→ WHAT TO DO
Copies of all lines containing the string "Number" are needed from the data below.

→ DATA TO PROCESS
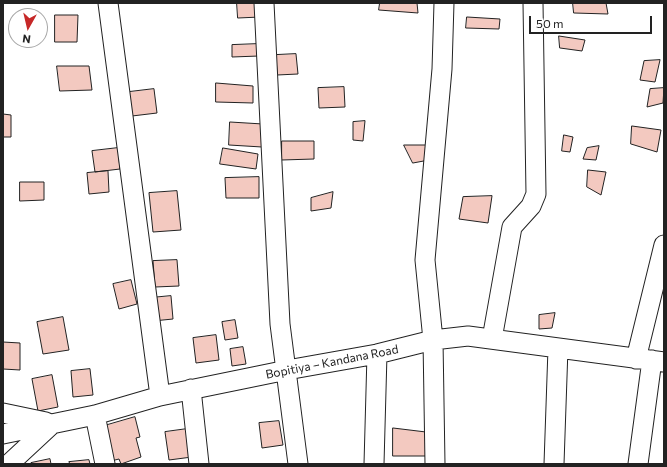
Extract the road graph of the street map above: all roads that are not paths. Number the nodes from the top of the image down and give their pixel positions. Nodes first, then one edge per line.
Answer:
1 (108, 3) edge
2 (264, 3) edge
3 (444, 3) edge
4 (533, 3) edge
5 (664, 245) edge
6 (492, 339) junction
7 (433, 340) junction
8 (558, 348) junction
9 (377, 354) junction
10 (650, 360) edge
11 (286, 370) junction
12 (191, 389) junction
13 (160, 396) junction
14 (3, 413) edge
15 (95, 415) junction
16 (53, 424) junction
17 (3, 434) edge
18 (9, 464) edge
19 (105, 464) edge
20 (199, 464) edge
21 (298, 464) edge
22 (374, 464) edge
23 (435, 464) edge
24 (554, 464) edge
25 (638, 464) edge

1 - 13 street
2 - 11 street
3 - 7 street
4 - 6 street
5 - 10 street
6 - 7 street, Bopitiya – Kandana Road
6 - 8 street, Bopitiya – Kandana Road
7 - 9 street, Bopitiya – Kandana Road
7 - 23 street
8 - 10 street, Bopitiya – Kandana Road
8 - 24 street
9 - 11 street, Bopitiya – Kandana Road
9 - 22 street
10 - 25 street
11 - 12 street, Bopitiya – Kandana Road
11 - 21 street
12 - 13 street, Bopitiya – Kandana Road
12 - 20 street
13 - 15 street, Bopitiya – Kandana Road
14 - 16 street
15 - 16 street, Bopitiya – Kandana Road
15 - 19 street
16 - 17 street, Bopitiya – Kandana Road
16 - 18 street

--

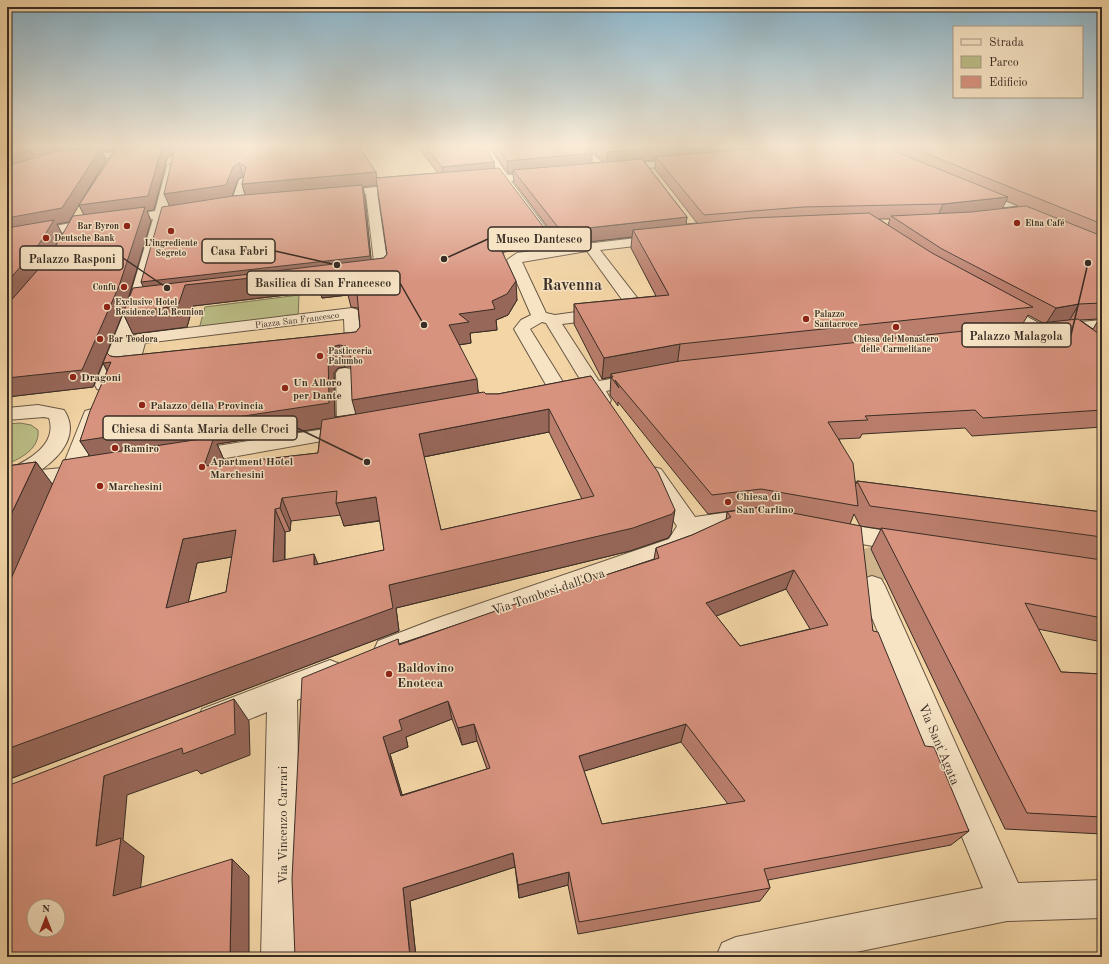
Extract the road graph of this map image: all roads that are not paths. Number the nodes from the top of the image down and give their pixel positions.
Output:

→ ANSWER BOX
Extract the road graph of the street map above: all roads that are not paths. Number the nodes from the top of the image down and give their pixel positions. Nodes first, then one edge per line.
Extract the road graph of this map image: all roads that are not paths. Number the nodes from the top of the image down and give their pixel positions.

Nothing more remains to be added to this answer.